Teknik açıdan bu şampiyonluğu irdelemek gerekirse Almanya'nın bu şampiyonluğu sonuna kadar hak ettiğini söylemekle yanılmış olmam. Gereken yerde gereken oyunu oynamaya çalıştılar. Genel oyun planlarının yanına farklı ve etkili düzenlemeler yaparak yollarına devam ettiler. Bu aşamada Löw ve teknik ekibinin etkisi çok
büyük. Alman futbolunun lokomotif ekiplerinden olan Bayern Münih'in oyun tarzının farklılaşması milli takıma yansımış gibi gözüktü başlarda. Bu yansıma kesinlikle çok olumluydu. Sonuçta 1 sezon önce Avrupa'yı domine etmiş bir oyundan bahsediyoruz. Guardiola'nın gelmesiyle pas oyununa evrilen bu oyun milli takıma da yansıyordu. Fakat Löw ve ekibi hem bu oyunu etkin kılıp hem de yanına direk sonuca gitme hedefini koyunca ortaya yıkıp geçen bir Alman takımı çıktı. Başlarda kaptan Lahm'ı orta sahada deneyen Löw, bu kararından vazgeçtiği zaman hem sağ kanadı güçlendirdi hem de orta alanı Schweinsteiger'le daha dinamik ve iki yönlü kıldı. İlerde santrforsuz oyunu tercih ettiler fakat yedekten gelen Klose etkisini de es geçmediler. Klose'ye de kısa bir satır açmak gerekirse turnuvanın en mutlu oyuncusu olduğunu düşünüyorum. Rekoru kıldı, kupa koleksiyonuna Dünya Kupası'nı ekledi. Daha ne olsun!

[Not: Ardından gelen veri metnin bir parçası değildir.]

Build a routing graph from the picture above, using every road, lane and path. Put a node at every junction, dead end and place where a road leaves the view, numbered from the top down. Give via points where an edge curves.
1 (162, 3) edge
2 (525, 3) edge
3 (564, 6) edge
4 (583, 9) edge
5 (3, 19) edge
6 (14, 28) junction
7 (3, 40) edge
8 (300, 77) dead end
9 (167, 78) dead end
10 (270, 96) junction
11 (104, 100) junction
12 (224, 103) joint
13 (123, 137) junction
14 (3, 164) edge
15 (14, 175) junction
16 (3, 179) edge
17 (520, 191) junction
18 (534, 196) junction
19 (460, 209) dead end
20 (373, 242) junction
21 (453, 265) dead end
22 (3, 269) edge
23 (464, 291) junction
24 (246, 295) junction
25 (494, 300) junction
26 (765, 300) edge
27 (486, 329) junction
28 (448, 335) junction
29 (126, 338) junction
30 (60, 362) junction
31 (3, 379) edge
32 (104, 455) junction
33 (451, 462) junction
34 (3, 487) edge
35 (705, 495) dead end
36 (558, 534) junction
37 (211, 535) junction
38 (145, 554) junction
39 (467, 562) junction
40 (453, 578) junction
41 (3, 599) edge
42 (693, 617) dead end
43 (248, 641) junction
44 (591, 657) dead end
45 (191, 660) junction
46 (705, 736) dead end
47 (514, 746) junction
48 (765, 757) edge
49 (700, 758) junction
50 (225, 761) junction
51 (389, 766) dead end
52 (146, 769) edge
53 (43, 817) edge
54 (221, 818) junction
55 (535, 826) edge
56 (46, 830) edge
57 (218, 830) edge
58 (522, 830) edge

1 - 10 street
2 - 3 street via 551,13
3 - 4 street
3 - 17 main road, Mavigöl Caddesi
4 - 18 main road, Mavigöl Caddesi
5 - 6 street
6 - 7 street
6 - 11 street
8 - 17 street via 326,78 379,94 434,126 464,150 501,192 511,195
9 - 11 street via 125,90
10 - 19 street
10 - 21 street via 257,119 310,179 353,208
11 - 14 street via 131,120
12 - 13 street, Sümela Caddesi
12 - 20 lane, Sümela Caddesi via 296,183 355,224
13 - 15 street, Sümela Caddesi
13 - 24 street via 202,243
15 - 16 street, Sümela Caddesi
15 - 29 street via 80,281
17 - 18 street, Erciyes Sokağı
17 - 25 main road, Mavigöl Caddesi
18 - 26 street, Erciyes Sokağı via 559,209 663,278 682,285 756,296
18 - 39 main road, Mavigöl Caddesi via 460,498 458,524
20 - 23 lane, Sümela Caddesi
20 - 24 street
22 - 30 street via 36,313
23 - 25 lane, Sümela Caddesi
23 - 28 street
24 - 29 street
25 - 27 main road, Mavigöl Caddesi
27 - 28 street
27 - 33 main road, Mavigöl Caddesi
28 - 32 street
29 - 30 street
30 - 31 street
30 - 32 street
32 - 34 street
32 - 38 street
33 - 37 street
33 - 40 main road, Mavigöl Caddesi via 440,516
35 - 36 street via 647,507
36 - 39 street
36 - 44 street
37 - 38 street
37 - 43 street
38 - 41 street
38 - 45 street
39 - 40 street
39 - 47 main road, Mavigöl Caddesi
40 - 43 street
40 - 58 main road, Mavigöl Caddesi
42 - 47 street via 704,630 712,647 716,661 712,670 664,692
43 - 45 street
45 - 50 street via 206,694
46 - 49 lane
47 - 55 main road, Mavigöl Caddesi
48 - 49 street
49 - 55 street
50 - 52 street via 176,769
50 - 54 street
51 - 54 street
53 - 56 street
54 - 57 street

Bunun yanı sıra oyuncuların özelinde bir turnuva bakışı yapsak Müller ve Kroos'un ön planda durduğunu söyleyebilirim. Müller tıpkı 2010'daki gibi 5 gol atarak Klose ile çok benzer bir yolda ilerliyor. Şu anda Dünya Kupası tarihinde attığı gol sayısı 10 ve yaşı 24. Bu da demek oluyor ki 2 turnuva daha onu izleme şansımız var. Klose'nin rekorunu başka bir Alman forvetin kırması kuvvetle muhtemel. Kroos'a gelecek olursak Schweinsteiger ile birlikte Mesut'un ortalamanın üstüne çıkamadığı maçlarda takımı hücum yönünde desteklediler. Duran toplarda oldukça etkili ortalar kesip Almanların hücum organizasyonlarında 1 numaralı tercih edilen ayak oldu Kroos. Mesut için vasatın biraz üstünde geçen Brezilya 2014'te hücumda öne çıkan oyuncu Toni Kroos oldu.


Gelelim Almanya'nın yavaş defans oyuncularına kendini güvende hissettiren adama yani Neuer'e. Harika bir turnuva geçirdiğini söylemek yanlış olmaz. Dünya Kupası'ndan önce de onun en iyi kalecilerden biri olduğunu biliyorduk. Bir kez daha bizlere kendini gösterdi ve muhteşem bir turnuva çıkarttı. Özellikle Cezayir maçında tıpkı bir libero gibi oynaması turnuvada daha çok ön plana çıktığı maçlardan biri olmasını sağladı. Kalesinde durmayan ve maceraperest hareketleriyle taraftarları etkileyen file bekçisi için 2014 Brezilya tam anlamıyla unutulmaz oldu.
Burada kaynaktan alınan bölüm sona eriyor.